> Data supplied
------
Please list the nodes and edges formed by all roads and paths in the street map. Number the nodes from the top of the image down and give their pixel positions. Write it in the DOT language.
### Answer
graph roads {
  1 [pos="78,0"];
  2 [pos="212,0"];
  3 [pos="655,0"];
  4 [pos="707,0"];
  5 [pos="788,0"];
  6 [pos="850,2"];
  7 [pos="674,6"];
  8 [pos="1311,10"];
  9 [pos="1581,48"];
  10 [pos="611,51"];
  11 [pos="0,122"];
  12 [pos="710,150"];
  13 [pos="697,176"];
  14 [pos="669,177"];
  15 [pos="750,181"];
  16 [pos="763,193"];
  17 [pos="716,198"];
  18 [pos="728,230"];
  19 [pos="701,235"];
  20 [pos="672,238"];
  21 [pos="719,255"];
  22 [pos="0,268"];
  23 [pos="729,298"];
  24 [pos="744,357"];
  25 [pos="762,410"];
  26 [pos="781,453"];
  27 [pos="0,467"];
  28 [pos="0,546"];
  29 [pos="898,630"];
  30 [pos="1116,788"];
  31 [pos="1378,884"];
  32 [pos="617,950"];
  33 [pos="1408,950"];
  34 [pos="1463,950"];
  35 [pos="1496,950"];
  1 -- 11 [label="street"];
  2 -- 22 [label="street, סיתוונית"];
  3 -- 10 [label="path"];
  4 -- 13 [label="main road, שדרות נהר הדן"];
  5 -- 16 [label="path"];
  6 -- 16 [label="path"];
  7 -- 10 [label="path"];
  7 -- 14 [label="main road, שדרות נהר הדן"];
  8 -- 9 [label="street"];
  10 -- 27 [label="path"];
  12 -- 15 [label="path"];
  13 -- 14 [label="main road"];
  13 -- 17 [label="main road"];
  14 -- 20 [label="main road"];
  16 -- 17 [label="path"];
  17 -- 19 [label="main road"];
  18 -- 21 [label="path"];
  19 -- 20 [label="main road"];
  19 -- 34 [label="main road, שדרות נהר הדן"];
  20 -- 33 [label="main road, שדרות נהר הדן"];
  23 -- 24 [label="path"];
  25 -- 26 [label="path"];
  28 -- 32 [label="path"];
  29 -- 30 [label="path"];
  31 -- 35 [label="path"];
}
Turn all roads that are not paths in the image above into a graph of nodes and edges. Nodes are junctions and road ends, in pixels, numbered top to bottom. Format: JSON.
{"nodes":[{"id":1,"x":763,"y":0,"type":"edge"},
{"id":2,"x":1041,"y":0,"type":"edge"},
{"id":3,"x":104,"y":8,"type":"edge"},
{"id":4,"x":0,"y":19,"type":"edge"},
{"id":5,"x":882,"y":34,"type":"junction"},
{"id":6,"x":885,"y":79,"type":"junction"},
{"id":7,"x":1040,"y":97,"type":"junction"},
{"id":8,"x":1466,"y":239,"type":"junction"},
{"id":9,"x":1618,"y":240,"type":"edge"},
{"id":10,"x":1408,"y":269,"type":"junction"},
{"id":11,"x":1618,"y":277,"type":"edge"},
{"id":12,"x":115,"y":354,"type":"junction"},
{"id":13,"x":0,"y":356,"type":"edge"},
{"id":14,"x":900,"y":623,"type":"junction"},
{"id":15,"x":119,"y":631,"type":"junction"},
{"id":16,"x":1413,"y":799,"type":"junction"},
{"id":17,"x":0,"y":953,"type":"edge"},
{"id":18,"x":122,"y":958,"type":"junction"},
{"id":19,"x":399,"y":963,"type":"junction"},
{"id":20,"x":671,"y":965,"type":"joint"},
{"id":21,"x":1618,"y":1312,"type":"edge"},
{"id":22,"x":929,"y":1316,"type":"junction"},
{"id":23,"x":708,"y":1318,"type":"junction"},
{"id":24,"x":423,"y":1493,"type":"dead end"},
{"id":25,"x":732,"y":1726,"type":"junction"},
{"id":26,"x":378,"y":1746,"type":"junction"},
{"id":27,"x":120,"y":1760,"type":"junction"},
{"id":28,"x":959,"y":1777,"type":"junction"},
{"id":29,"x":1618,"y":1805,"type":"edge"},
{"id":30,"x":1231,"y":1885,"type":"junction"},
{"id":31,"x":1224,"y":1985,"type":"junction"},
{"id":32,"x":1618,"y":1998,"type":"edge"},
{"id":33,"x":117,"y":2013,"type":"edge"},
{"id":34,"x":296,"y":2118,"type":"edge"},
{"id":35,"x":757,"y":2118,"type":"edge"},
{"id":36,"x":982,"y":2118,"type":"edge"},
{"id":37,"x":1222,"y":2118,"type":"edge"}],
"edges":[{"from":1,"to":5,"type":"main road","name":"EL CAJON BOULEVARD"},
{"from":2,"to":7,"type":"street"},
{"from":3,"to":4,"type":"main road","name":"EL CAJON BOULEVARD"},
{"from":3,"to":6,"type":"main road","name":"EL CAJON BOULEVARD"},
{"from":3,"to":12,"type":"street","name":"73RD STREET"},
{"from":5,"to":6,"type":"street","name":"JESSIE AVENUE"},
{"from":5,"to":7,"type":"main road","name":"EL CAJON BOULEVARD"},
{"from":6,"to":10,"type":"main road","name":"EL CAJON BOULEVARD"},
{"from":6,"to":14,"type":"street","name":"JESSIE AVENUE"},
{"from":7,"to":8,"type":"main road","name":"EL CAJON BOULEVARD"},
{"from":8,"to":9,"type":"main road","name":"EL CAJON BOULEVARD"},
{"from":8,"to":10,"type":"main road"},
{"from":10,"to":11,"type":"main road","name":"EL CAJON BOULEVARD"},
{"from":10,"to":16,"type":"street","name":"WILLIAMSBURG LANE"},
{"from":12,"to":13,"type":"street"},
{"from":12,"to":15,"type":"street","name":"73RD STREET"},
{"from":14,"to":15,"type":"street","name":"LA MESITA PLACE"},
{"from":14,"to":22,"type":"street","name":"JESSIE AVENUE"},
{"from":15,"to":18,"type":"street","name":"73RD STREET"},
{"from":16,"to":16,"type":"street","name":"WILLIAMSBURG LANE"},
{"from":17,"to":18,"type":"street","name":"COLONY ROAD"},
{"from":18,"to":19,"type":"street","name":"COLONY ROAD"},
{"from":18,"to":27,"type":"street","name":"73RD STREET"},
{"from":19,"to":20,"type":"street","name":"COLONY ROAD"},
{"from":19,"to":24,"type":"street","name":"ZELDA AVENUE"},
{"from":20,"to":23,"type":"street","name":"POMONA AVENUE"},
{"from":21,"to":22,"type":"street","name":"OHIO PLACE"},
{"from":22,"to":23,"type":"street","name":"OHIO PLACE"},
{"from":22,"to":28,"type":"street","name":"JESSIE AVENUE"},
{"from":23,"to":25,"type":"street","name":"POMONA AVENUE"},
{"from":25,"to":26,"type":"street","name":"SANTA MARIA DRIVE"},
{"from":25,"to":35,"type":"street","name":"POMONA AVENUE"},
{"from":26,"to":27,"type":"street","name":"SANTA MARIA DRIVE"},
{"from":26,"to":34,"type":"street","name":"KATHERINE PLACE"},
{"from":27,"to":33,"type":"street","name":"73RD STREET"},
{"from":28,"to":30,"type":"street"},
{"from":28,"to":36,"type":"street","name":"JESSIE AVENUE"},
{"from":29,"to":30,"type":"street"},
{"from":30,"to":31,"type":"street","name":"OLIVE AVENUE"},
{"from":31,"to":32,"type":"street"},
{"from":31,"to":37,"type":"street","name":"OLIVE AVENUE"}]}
------
> To do
A complete and exact reproduction of the data is needed.

> Reply to the exercise
Please list the nodes and edges formed by all roads and paths in the street map. Number the nodes from the top of the image down and give their pixel positions. Write it in the DOT language.
### Answer
graph roads {
  1 [pos="78,0"];
  2 [pos="212,0"];
  3 [pos="655,0"];
  4 [pos="707,0"];
  5 [pos="788,0"];
  6 [pos="850,2"];
  7 [pos="674,6"];
  8 [pos="1311,10"];
  9 [pos="1581,48"];
  10 [pos="611,51"];
  11 [pos="0,122"];
  12 [pos="710,150"];
  13 [pos="697,176"];
  14 [pos="669,177"];
  15 [pos="750,181"];
  16 [pos="763,193"];
  17 [pos="716,198"];
  18 [pos="728,230"];
  19 [pos="701,235"];
  20 [pos="672,238"];
  21 [pos="719,255"];
  22 [pos="0,268"];
  23 [pos="729,298"];
  24 [pos="744,357"];
  25 [pos="762,410"];
  26 [pos="781,453"];
  27 [pos="0,467"];
  28 [pos="0,546"];
  29 [pos="898,630"];
  30 [pos="1116,788"];
  31 [pos="1378,884"];
  32 [pos="617,950"];
  33 [pos="1408,950"];
  34 [pos="1463,950"];
  35 [pos="1496,950"];
  1 -- 11 [label="street"];
  2 -- 22 [label="street, סיתוונית"];
  3 -- 10 [label="path"];
  4 -- 13 [label="main road, שדרות נהר הדן"];
  5 -- 16 [label="path"];
  6 -- 16 [label="path"];
  7 -- 10 [label="path"];
  7 -- 14 [label="main road, שדרות נהר הדן"];
  8 -- 9 [label="street"];
  10 -- 27 [label="path"];
  12 -- 15 [label="path"];
  13 -- 14 [label="main road"];
  13 -- 17 [label="main road"];
  14 -- 20 [label="main road"];
  16 -- 17 [label="path"];
  17 -- 19 [label="main road"];
  18 -- 21 [label="path"];
  19 -- 20 [label="main road"];
  19 -- 34 [label="main road, שדרות נהר הדן"];
  20 -- 33 [label="main road, שדרות נהר הדן"];
  23 -- 24 [label="path"];
  25 -- 26 [label="path"];
  28 -- 32 [label="path"];
  29 -- 30 [label="path"];
  31 -- 35 [label="path"];
}
Turn all roads that are not paths in the image above into a graph of nodes and edges. Nodes are junctions and road ends, in pixels, numbered top to bottom. Format: JSON.
{"nodes":[{"id":1,"x":763,"y":0,"type":"edge"},
{"id":2,"x":1041,"y":0,"type":"edge"},
{"id":3,"x":104,"y":8,"type":"edge"},
{"id":4,"x":0,"y":19,"type":"edge"},
{"id":5,"x":882,"y":34,"type":"junction"},
{"id":6,"x":885,"y":79,"type":"junction"},
{"id":7,"x":1040,"y":97,"type":"junction"},
{"id":8,"x":1466,"y":239,"type":"junction"},
{"id":9,"x":1618,"y":240,"type":"edge"},
{"id":10,"x":1408,"y":269,"type":"junction"},
{"id":11,"x":1618,"y":277,"type":"edge"},
{"id":12,"x":115,"y":354,"type":"junction"},
{"id":13,"x":0,"y":356,"type":"edge"},
{"id":14,"x":900,"y":623,"type":"junction"},
{"id":15,"x":119,"y":631,"type":"junction"},
{"id":16,"x":1413,"y":799,"type":"junction"},
{"id":17,"x":0,"y":953,"type":"edge"},
{"id":18,"x":122,"y":958,"type":"junction"},
{"id":19,"x":399,"y":963,"type":"junction"},
{"id":20,"x":671,"y":965,"type":"joint"},
{"id":21,"x":1618,"y":1312,"type":"edge"},
{"id":22,"x":929,"y":1316,"type":"junction"},
{"id":23,"x":708,"y":1318,"type":"junction"},
{"id":24,"x":423,"y":1493,"type":"dead end"},
{"id":25,"x":732,"y":1726,"type":"junction"},
{"id":26,"x":378,"y":1746,"type":"junction"},
{"id":27,"x":120,"y":1760,"type":"junction"},
{"id":28,"x":959,"y":1777,"type":"junction"},
{"id":29,"x":1618,"y":1805,"type":"edge"},
{"id":30,"x":1231,"y":1885,"type":"junction"},
{"id":31,"x":1224,"y":1985,"type":"junction"},
{"id":32,"x":1618,"y":1998,"type":"edge"},
{"id":33,"x":117,"y":2013,"type":"edge"},
{"id":34,"x":296,"y":2118,"type":"edge"},
{"id":35,"x":757,"y":2118,"type":"edge"},
{"id":36,"x":982,"y":2118,"type":"edge"},
{"id":37,"x":1222,"y":2118,"type":"edge"}],
"edges":[{"from":1,"to":5,"type":"main road","name":"EL CAJON BOULEVARD"},
{"from":2,"to":7,"type":"street"},
{"from":3,"to":4,"type":"main road","name":"EL CAJON BOULEVARD"},
{"from":3,"to":6,"type":"main road","name":"EL CAJON BOULEVARD"},
{"from":3,"to":12,"type":"street","name":"73RD STREET"},
{"from":5,"to":6,"type":"street","name":"JESSIE AVENUE"},
{"from":5,"to":7,"type":"main road","name":"EL CAJON BOULEVARD"},
{"from":6,"to":10,"type":"main road","name":"EL CAJON BOULEVARD"},
{"from":6,"to":14,"type":"street","name":"JESSIE AVENUE"},
{"from":7,"to":8,"type":"main road","name":"EL CAJON BOULEVARD"},
{"from":8,"to":9,"type":"main road","name":"EL CAJON BOULEVARD"},
{"from":8,"to":10,"type":"main road"},
{"from":10,"to":11,"type":"main road","name":"EL CAJON BOULEVARD"},
{"from":10,"to":16,"type":"street","name":"WILLIAMSBURG LANE"},
{"from":12,"to":13,"type":"street"},
{"from":12,"to":15,"type":"street","name":"73RD STREET"},
{"from":14,"to":15,"type":"street","name":"LA MESITA PLACE"},
{"from":14,"to":22,"type":"street","name":"JESSIE AVENUE"},
{"from":15,"to":18,"type":"street","name":"73RD STREET"},
{"from":16,"to":16,"type":"street","name":"WILLIAMSBURG LANE"},
{"from":17,"to":18,"type":"street","name":"COLONY ROAD"},
{"from":18,"to":19,"type":"street","name":"COLONY ROAD"},
{"from":18,"to":27,"type":"street","name":"73RD STREET"},
{"from":19,"to":20,"type":"street","name":"COLONY ROAD"},
{"from":19,"to":24,"type":"street","name":"ZELDA AVENUE"},
{"from":20,"to":23,"type":"street","name":"POMONA AVENUE"},
{"from":21,"to":22,"type":"street","name":"OHIO PLACE"},
{"from":22,"to":23,"type":"street","name":"OHIO PLACE"},
{"from":22,"to":28,"type":"street","name":"JESSIE AVENUE"},
{"from":23,"to":25,"type":"street","name":"POMONA AVENUE"},
{"from":25,"to":26,"type":"street","name":"SANTA MARIA DRIVE"},
{"from":25,"to":35,"type":"street","name":"POMONA AVENUE"},
{"from":26,"to":27,"type":"street","name":"SANTA MARIA DRIVE"},
{"from":26,"to":34,"type":"street","name":"KATHERINE PLACE"},
{"from":27,"to":33,"type":"street","name":"73RD STREET"},
{"from":28,"to":30,"type":"street"},
{"from":28,"to":36,"type":"street","name":"JESSIE AVENUE"},
{"from":29,"to":30,"type":"street"},
{"from":30,"to":31,"type":"street","name":"OLIVE AVENUE"},
{"from":31,"to":32,"type":"street"},
{"from":31,"to":37,"type":"street","name":"OLIVE AVENUE"}]}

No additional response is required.